EXERCISE REQUIREMENTS: The records must be returned word for word.

■ ■ ■ ■ ■ ■ ■

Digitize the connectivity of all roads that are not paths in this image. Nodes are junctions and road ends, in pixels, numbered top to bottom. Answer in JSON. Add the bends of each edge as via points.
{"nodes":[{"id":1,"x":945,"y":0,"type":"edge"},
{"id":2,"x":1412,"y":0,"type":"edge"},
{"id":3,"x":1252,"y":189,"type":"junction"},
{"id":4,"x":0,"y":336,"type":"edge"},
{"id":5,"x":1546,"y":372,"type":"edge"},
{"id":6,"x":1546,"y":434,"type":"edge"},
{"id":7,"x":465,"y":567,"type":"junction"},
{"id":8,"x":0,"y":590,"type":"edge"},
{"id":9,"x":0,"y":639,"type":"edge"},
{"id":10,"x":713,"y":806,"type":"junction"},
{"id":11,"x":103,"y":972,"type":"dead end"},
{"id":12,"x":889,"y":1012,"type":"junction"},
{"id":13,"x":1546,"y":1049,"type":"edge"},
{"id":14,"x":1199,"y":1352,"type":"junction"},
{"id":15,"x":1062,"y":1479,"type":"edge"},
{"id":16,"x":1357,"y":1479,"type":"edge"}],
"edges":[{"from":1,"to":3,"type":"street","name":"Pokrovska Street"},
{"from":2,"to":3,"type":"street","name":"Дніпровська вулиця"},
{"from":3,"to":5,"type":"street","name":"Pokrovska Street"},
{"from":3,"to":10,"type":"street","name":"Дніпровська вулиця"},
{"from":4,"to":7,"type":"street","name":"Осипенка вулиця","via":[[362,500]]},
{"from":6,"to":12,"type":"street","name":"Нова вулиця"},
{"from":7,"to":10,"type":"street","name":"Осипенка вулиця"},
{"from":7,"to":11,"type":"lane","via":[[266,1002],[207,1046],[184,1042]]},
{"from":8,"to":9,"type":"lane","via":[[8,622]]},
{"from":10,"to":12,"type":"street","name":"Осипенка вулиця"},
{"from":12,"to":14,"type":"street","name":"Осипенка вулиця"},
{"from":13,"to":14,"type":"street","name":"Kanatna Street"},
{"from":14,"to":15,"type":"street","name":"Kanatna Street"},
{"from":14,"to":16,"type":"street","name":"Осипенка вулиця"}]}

■ ■ ■ ■ ■ ■ ■

EXERCISE OUTPUT:
Digitize the connectivity of all roads that are not paths in this image. Nodes are junctions and road ends, in pixels, numbered top to bottom. Answer in JSON. Add the bends of each edge as via points.
{"nodes":[{"id":1,"x":945,"y":0,"type":"edge"},
{"id":2,"x":1412,"y":0,"type":"edge"},
{"id":3,"x":1252,"y":189,"type":"junction"},
{"id":4,"x":0,"y":336,"type":"edge"},
{"id":5,"x":1546,"y":372,"type":"edge"},
{"id":6,"x":1546,"y":434,"type":"edge"},
{"id":7,"x":465,"y":567,"type":"junction"},
{"id":8,"x":0,"y":590,"type":"edge"},
{"id":9,"x":0,"y":639,"type":"edge"},
{"id":10,"x":713,"y":806,"type":"junction"},
{"id":11,"x":103,"y":972,"type":"dead end"},
{"id":12,"x":889,"y":1012,"type":"junction"},
{"id":13,"x":1546,"y":1049,"type":"edge"},
{"id":14,"x":1199,"y":1352,"type":"junction"},
{"id":15,"x":1062,"y":1479,"type":"edge"},
{"id":16,"x":1357,"y":1479,"type":"edge"}],
"edges":[{"from":1,"to":3,"type":"street","name":"Pokrovska Street"},
{"from":2,"to":3,"type":"street","name":"Дніпровська вулиця"},
{"from":3,"to":5,"type":"street","name":"Pokrovska Street"},
{"from":3,"to":10,"type":"street","name":"Дніпровська вулиця"},
{"from":4,"to":7,"type":"street","name":"Осипенка вулиця","via":[[362,500]]},
{"from":6,"to":12,"type":"street","name":"Нова вулиця"},
{"from":7,"to":10,"type":"street","name":"Осипенка вулиця"},
{"from":7,"to":11,"type":"lane","via":[[266,1002],[207,1046],[184,1042]]},
{"from":8,"to":9,"type":"lane","via":[[8,622]]},
{"from":10,"to":12,"type":"street","name":"Осипенка вулиця"},
{"from":12,"to":14,"type":"street","name":"Осипенка вулиця"},
{"from":13,"to":14,"type":"street","name":"Kanatna Street"},
{"from":14,"to":15,"type":"street","name":"Kanatna Street"},
{"from":14,"to":16,"type":"street","name":"Осипенка вулиця"}]}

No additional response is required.